We do know that the storms negatively affected the jobs numbers for September. We felt that October’s numbers would give us a better reading of the storms’ damage — with the revision of September’s numbers just as telling as the October results. It is hard to accomplish accurate surveys when people are in shelters and the power is out. So, how did the report come out? Indeed, the numbers for October were as expected, with an upward revision to September’s dismal numbers and a bounce back for October.
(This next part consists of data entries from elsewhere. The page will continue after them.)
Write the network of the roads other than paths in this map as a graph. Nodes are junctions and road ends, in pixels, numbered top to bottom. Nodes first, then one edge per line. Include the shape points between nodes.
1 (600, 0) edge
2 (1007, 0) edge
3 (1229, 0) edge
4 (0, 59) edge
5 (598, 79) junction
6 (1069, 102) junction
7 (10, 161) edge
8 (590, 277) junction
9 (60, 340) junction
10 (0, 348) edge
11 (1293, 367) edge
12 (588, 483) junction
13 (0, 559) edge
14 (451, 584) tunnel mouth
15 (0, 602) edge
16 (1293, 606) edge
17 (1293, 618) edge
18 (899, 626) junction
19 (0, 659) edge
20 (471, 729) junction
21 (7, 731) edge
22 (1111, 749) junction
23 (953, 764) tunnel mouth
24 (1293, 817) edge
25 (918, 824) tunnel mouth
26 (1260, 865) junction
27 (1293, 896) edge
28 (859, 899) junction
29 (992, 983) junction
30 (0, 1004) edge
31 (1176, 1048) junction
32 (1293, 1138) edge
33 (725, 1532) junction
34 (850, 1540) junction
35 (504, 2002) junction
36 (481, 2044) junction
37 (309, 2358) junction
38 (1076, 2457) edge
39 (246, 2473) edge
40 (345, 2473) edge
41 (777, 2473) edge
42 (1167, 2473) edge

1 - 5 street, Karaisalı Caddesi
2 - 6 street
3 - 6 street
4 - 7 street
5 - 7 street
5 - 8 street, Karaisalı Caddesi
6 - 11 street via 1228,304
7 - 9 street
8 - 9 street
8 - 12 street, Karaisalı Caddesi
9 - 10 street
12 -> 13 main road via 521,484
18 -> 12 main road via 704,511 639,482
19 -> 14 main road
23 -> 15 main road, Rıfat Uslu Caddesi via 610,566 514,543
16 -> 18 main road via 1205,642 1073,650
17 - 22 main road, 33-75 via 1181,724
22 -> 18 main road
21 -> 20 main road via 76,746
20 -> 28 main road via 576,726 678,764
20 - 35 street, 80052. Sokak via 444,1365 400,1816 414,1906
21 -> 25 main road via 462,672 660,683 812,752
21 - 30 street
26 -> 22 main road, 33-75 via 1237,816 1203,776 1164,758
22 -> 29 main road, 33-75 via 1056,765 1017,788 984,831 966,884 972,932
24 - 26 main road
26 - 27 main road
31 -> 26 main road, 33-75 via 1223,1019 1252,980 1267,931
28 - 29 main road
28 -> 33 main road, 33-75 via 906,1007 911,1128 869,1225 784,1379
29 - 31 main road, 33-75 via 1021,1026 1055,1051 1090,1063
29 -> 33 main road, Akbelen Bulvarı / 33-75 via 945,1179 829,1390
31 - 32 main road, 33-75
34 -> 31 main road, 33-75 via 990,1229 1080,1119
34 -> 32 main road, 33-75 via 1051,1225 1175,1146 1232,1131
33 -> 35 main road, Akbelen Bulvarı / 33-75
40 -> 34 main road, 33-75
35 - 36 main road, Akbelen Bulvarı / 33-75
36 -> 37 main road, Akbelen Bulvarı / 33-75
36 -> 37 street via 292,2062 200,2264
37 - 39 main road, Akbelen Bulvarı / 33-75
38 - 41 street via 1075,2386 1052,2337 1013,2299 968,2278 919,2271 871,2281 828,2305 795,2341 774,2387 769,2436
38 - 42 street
Looking at the two months together, we had approximately 140,000 jobs added each month, which is about 50,000 less than the previous year’s average. Wage growth for the month was dismal but the unemployment rate dropped one more time. Again, we expect additional recovery as the year ends, which is important because the latest meeting of the Federal Reserve indicated that they are still on track to raise rates one more time this year, and that means December, which is the only remaining meeting date. Add that to a new Fed Chairman nomination and haggling over the tax plan — especially the mortgage interest deduction — and it should be a very, very busy end of the year.
The Weekly Market Update
Rates were flat in the past week, with the markets on hold before the jobs report and Federal Reserve releases. For the week ending November 2, Freddie Mac announced that 30-year fixed rates remained at 3.94%. The average for 15-year loans rose two ticks to 3.27%. The average for five-year adjustables also increased two ticks to 3.23%. A year ago, 30-year fixed rates averaged 3.54%.
Attributed to Sean Becketti, chief economist, Freddie Mac — “Following a strong surge last week, rates held relatively flat this week. The rate on 30-year loans remained unchanged at 3.94 percent, while the 10-year Treasury yield dipped roughly 4 basis points. The markets’ reaction to the upcoming announcement of the next Fed chair may impact the movement of rates in next week’s survey.”
Note: Rates indicated do not include fees and points and are provided for evidence of trends only. They should not be used for comparison purposes.